Sunday, June 24, 2012

Elephants in the Room - by Charlotte Ellison

Dear Blog Readers,

A good friend of mine, the Rev. Charlotte Ellison, Grand Rapids, MI, offers the follow reflection on life and events in the Reformed Church of America.

When I read her note, I was immediately struck by its relevancy and its depth of faithful thought.

As the RCA struggles with many of the issues confronting American Christianity, it's helpful to read some commentary from inside the Western Michigan Beltway!

Blessings Charlotte, and thanks for permission to republish your essay in this blog.

Tom Eggebeen
Los Angeles.


Those of us in the RCA are spending a good bit of time talking about "unity" this Synod season--it all rests in identity, though--who are we, where do we receive our identity from, what is diversity and what is a basic distortion of our identity--do we most faithfully resemble our Lord when we protect ourselves from any variant in the interest of purity or do we most faithfully reflect our Lord when we go forth with an imitation of his engagement of the world, his apparent acceptance of people of many conditions and his welcoming them to a place of forgiveness, grace and acceptance.

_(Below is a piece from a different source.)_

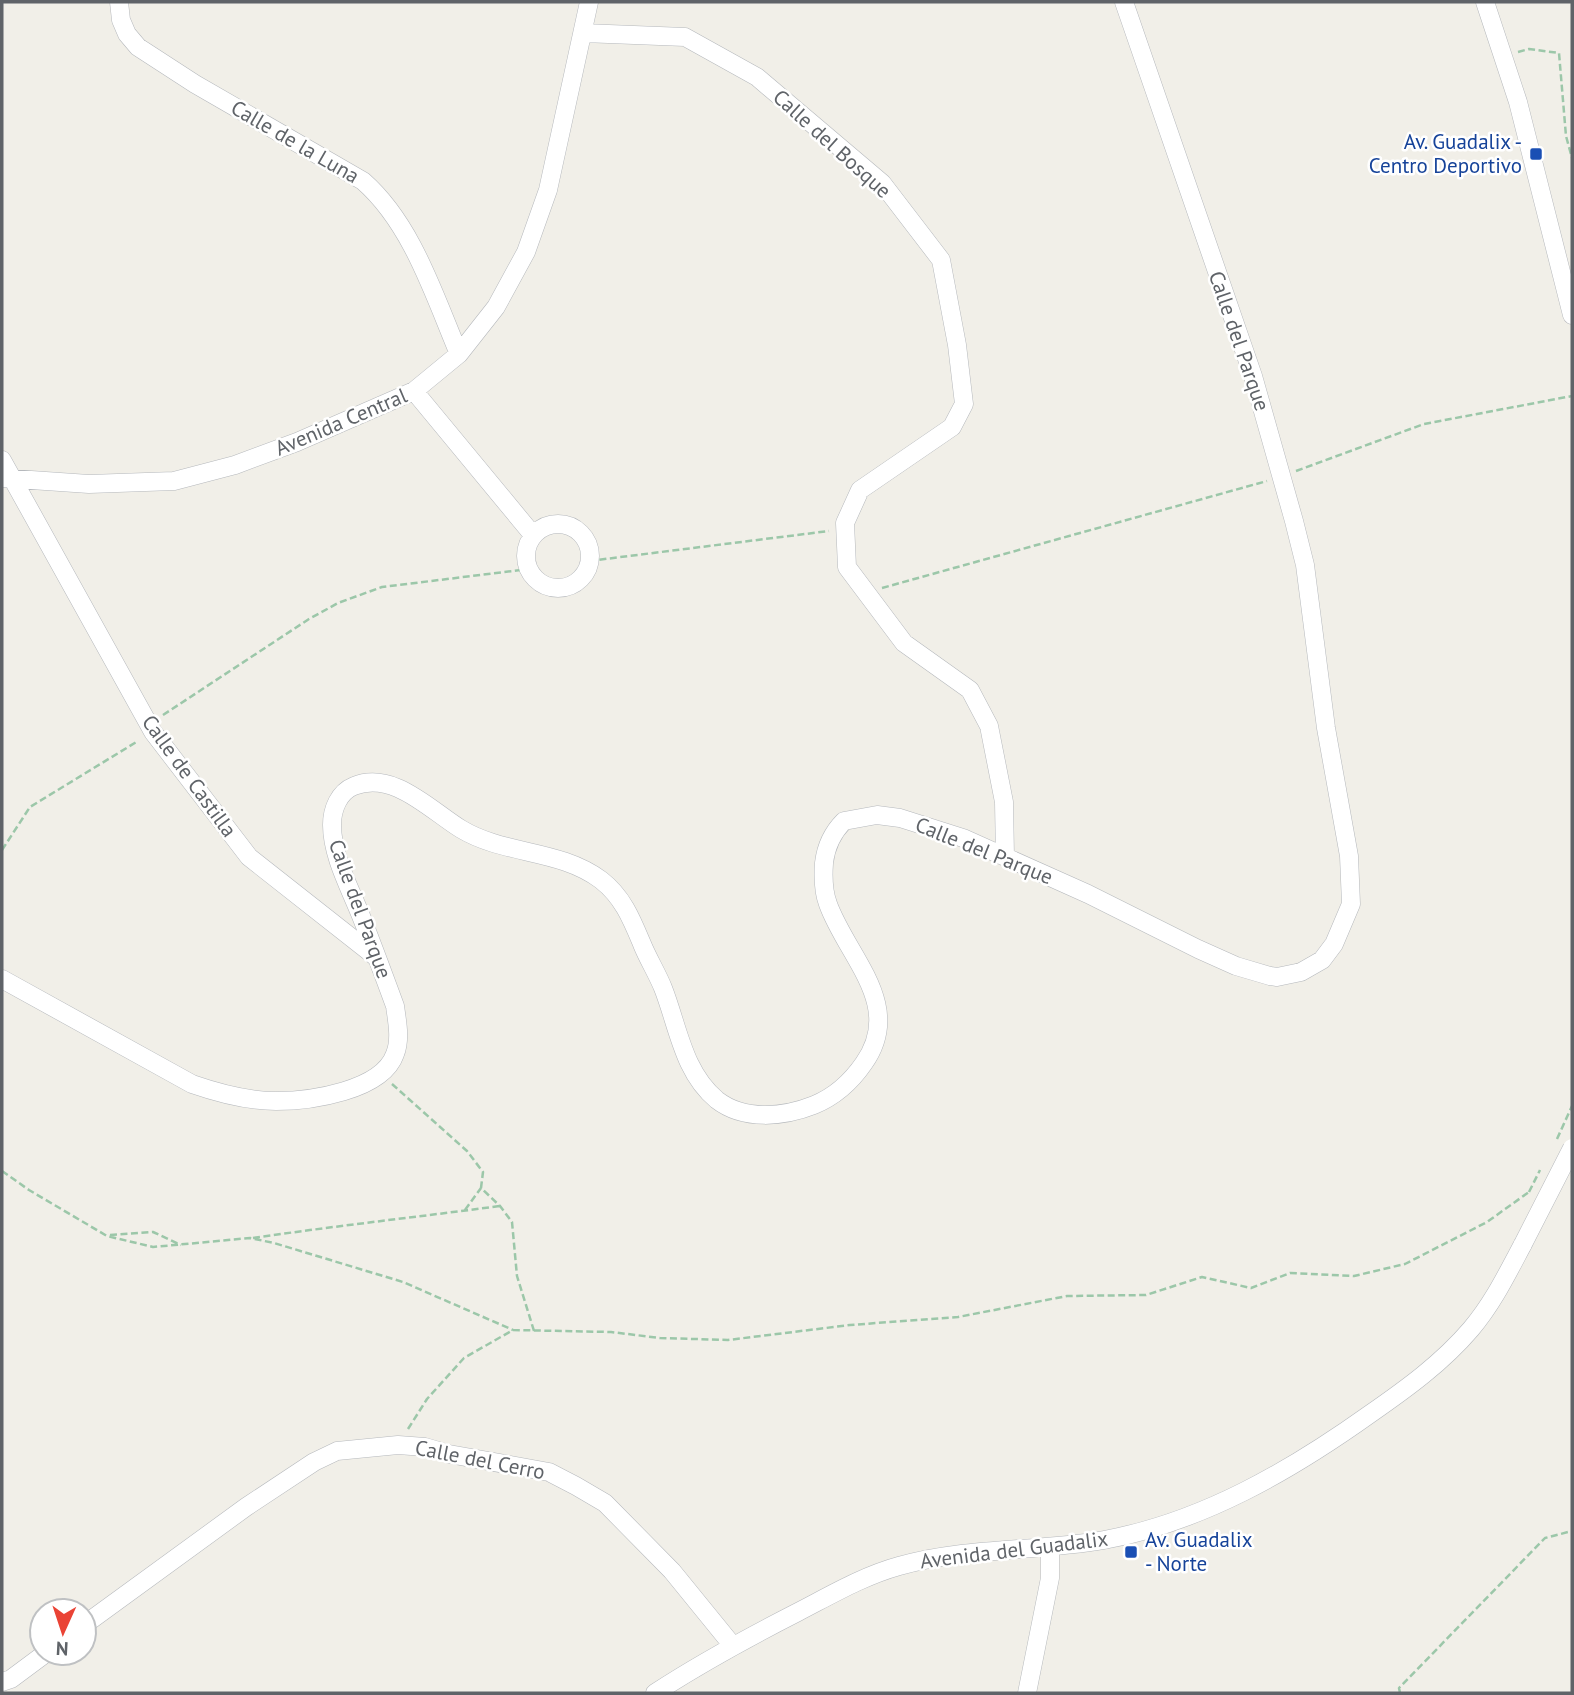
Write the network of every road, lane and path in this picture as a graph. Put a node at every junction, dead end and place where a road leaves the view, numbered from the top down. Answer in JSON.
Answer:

I think there is always a temptation to confuse "unity" with "uniformity", always a need to project our sense of purity onto the image of Jesus' desire to call all to fellowship with his heavenly Father, always the temptation to "defend the faith" in a way that undeniably resembles the Pharisees and always a strong human impulse to be carried by those factors and hidden currents of our own unrevealed human psyches, projecting into Jesus those "imperatives" of our own fragile selves.

The hidden elephant in the room, in my opinion, has less to do with our openness to women in office (now thirty years in, and still contested), our position regarding homosexuality (do we offer hospitality and healing acceptance or do we participate in the persecution of anathema for the protection of the purity of the body), do we continue our exchange with theologically kindred bodies (sharing Reformed roots but with different histories) or do we narrowly define those "pure" enough to fellowship with as those who have even more strict standards of "purity" and closed communion.

I think the elephant in the room is our commitment to an identity that has little if anything to do with our Christian identity--our love of sectarianism, the ethnic roots of this particular tribe, the Dutchness which is nationalistic and nostalgic, a "brand" of theological virtue known for its scholastic rigor but not well regarded for its inclusiveness or gracious application of is magisterial theology of Grace.

I think the RCA struggles with a current of sectarianism that perpetually is oppositional, defining who is the "real" reformed communion by erecting ever more strident and exclusive marks of the true church and schizming into smaller and smaller communions that produce bigger fish in little ponds, the historic reward for leading the charge of schism.

It is sectarianism, and it is an offense to the gospel and a vanity and those further up its stream are not well positioned to instruct us on its benefits, so when we bemoan our communion with the PCUSA and long for closer ties with the Orthodox Presbyterians, for instance, that is a clear marker of this sectarian spirit at work, I think. Sectarianism is a terrible distortion of the Gospel and if you want to see its effects, one need look no further than North Ireland for examples of Orangemen in their oppression of Catholics in the name of the "true religion" through the propagating of an exclusive and utopian distortion of the church.

Our identity rests in one place--Christ Jesus, as revealed by his life and the witness of the whole Word of God, rightly interpreted, not appropriated with weak hermeneutics and self-styled but theologically ignorant leaders who are trying to "re-brand" their own version of what is "reformed" by simply asserting with vigor that it is. To be Reformed is to take the whole counsel of God and follow the Word of God wherever it leads, even if that reveals a long arc of justice, a widening inclusion into the family of God and a manifestation of Grace that is almost beyond our human ability to comprehend it. Reformed ever reforming. May God's spirit be powerfully present at Synod this year.